At the time of the Cheney-Libby conversation, Wilson had been referred to — but not by name — in the Times and on the morning of June 12, 2003 on the front page of The Washington Post.
The Times reported that Libby’s notes indicate Cheney got his information about Wilson from then-CIA Director George Tenet, but said there was no indication he knew her name.
The notes also contain no suggestion that Cheney or Libby knew at the time of their conversation of Plame’s undercover status or that her identity was classified, the paper said.
Disclosing the identify of a covert CIA agent can be a crime, but only if the person who discloses it knows the agent is classified as working undercover.
The Times quoted lawyers involved in the case as saying they had no indication Fitzgerald was considering charging Cheney with a crime.
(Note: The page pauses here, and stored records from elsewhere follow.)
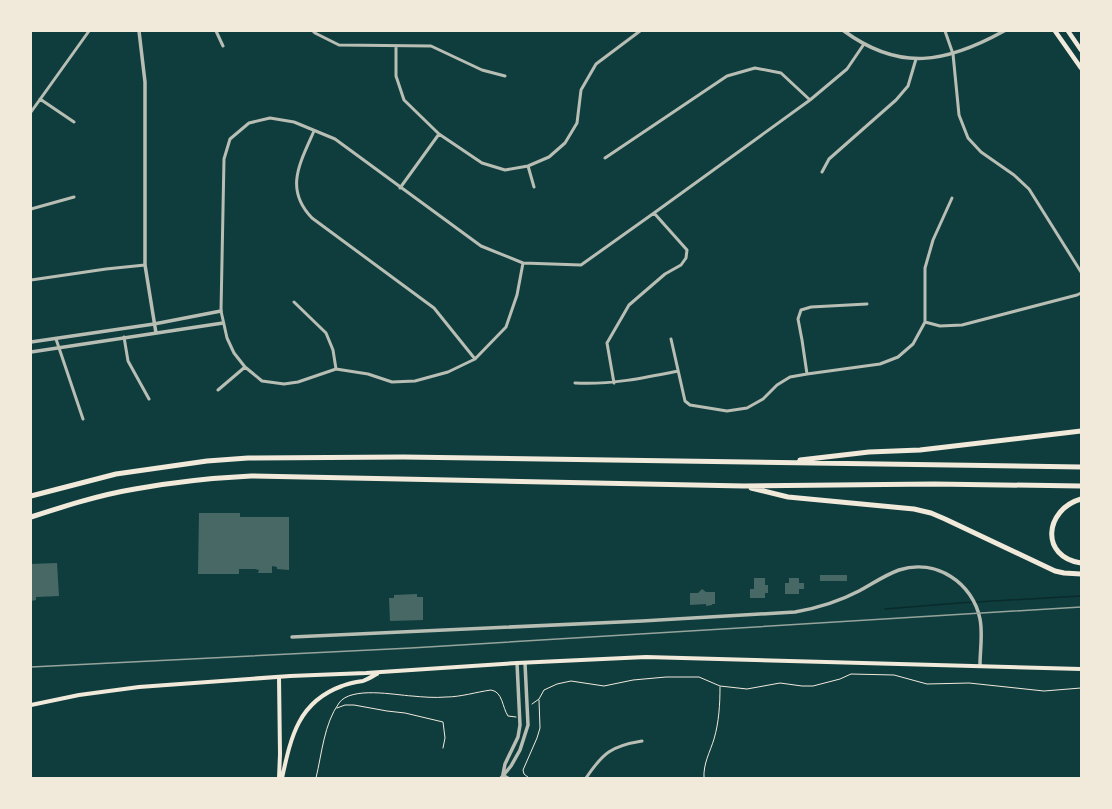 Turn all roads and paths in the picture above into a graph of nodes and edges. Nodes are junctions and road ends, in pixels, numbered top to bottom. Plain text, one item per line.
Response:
1 (89, 31) edge
2 (139, 31) edge
3 (216, 31) edge
4 (313, 31) edge
5 (640, 31) edge
6 (844, 31) edge
7 (945, 31) edge
8 (1004, 31) edge
9 (1055, 31) edge
10 (1068, 31) edge
11 (864, 44) junction
12 (223, 46) dead end
13 (396, 46) junction
14 (1081, 50) edge
15 (953, 54) junction
16 (916, 59) junction
17 (1081, 68) edge
18 (504, 76) dead end
19 (40, 99) junction
20 (810, 100) junction
21 (31, 112) edge
22 (74, 122) dead end
23 (314, 131) junction
24 (439, 134) junction
25 (605, 158) dead end
26 (528, 166) junction
27 (822, 172) dead end
28 (534, 187) dead end
29 (400, 188) junction
30 (74, 197) dead end
31 (952, 198) dead end
32 (31, 209) edge
33 (654, 213) junction
34 (523, 263) junction
35 (145, 265) junction
36 (1081, 272) edge
37 (31, 280) edge
38 (1081, 293) edge
39 (294, 302) dead end
40 (867, 304) dead end
41 (221, 311) junction
42 (925, 322) junction
43 (224, 323) junction
44 (154, 324) junction
45 (156, 333) junction
46 (124, 337) junction
47 (56, 339) junction
48 (671, 339) dead end
49 (31, 342) edge
50 (59, 348) junction
51 (31, 352) edge
52 (475, 359) junction
53 (246, 367) junction
54 (336, 369) junction
55 (678, 371) junction
56 (807, 374) junction
57 (575, 383) dead end
58 (614, 383) junction
59 (218, 390) dead end
60 (149, 399) dead end
61 (83, 419) dead end
62 (1081, 431) edge
63 (780, 463) junction
64 (1081, 467) edge
65 (744, 486) junction
66 (1081, 486) edge
67 (31, 496) edge
68 (1081, 499) edge
69 (31, 517) edge
70 (1081, 563) edge
71 (1081, 574) edge
72 (292, 637) dead end
73 (517, 663) junction
74 (525, 663) junction
75 (980, 665) junction
76 (1081, 669) edge
77 (380, 673) junction
78 (279, 677) junction
79 (720, 686) junction
80 (1081, 688) edge
81 (539, 699) junction
82 (533, 703) dead end
83 (31, 705) edge
84 (337, 708) junction
85 (516, 717) dead end
86 (642, 741) dead end
87 (443, 748) dead end
88 (502, 776) edge
89 (281, 778) edge
90 (316, 778) edge
91 (508, 778) edge
92 (529, 778) edge
93 (586, 778) edge
94 (704, 778) edge

1 - 19 street
2 - 35 street
3 - 12 street
4 - 13 street
5 - 26 street
6 - 11 street
7 - 15 street
8 - 15 street
9 - 17 main road
10 - 14 main road
11 - 16 street
11 - 20 street
13 - 18 street
13 - 24 street
15 - 16 street
15 - 36 street
16 - 27 street
19 - 21 street
19 - 22 street
20 - 25 street
20 - 33 street
23 - 29 street
23 - 41 street
23 - 52 street
24 - 26 street
24 - 29 street
26 - 28 street
29 - 34 street
30 - 32 street
31 - 42 street
33 - 34 street
33 - 58 street
34 - 52 street
35 - 37 street
35 - 44 street
38 - 42 street
39 - 54 street
40 - 56 street
41 - 43 street
41 - 44 street
42 - 56 street
43 - 45 street
43 - 53 street
44 - 45 street
44 - 47 street
45 - 46 street
46 - 50 street
46 - 60 street
47 - 49 street
47 - 50 street
48 - 55 street
50 - 51 street
50 - 61 street
52 - 54 street
53 - 54 street
53 - 59 street
55 - 56 street
55 - 58 street
57 - 58 street
62 - 63 highway
63 - 64 highway
63 - 67 highway
65 - 66 highway
65 - 69 highway
65 - 71 highway
68 - 70 highway
72 - 75 street
73 - 74 main road
73 - 77 main road
73 - 88 street
74 - 75 main road
74 - 88 street
75 - 76 main road
77 - 78 main road
77 - 89 main road
78 - 83 main road
78 - 89 main road
79 - 80 path
79 - 81 path
79 - 94 path
81 - 82 path
81 - 92 path
84 - 85 path
84 - 87 path
84 - 90 path
86 - 93 street
88 - 91 street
But the paper said any efforts by Libby to steer investigators away from his conversation with Cheney might be viewed by a prosecutor as attempt to impede the inquiry, which could be a crime.
According to a former intelligence official close to Tenet, the former CIA chief has not been in touch with Fitzgerald’s staff for more than 15 months and was not asked to testify before the grand jury even though he was interviewed by Fitzgerald and his staff.
The official told the Times that Tenet declined to comment on the investigation.
Libby’s lawyer, Joseph Tate, did not return phone calls and e-mail to his office.
Fitzgerald is expected to decide this week whether to seek criminal indictments in the case. Lawyers involved in the case have said Libby and Karl Rove, President Bush’s senior adviser, both face the possibility of indictment. McClellan said both Rove and Libby were at work on Tuesday.
Fitzgerald questioned Cheney under oath more than a year ago, but it is not known what the vice president told the prosecutor.
Cheney has said little in public about what he knew. In September 2003, he told NBC he did not know Wilson or who sent him on a trip to Niger in 2002 to check into intelligence _ some of it later deemed unreliable — that Iraq may have been seeking to buy uranium there.
“I don’t know who sent Joe Wilson. He never submitted a report that I ever saw when he came back,” Cheney said at the time. “… I don’t know Mr. Wilson. I probably shouldn’t judge him. I have no idea who hired him.”
The Cheney-Libby conversation occurred the same day that The Washington Post published a front-page story about the CIA sending a retired diplomat to Africa, where he was unable to corroborate intelligence that Iraq was trying to acquire uranium yellowcake from Niger. The diplomat was Wilson.
A year after Wilson’s trip, President Bush cited British intelligence in his State of the Union address as suggesting that Iraq was pursuing uranium in Africa.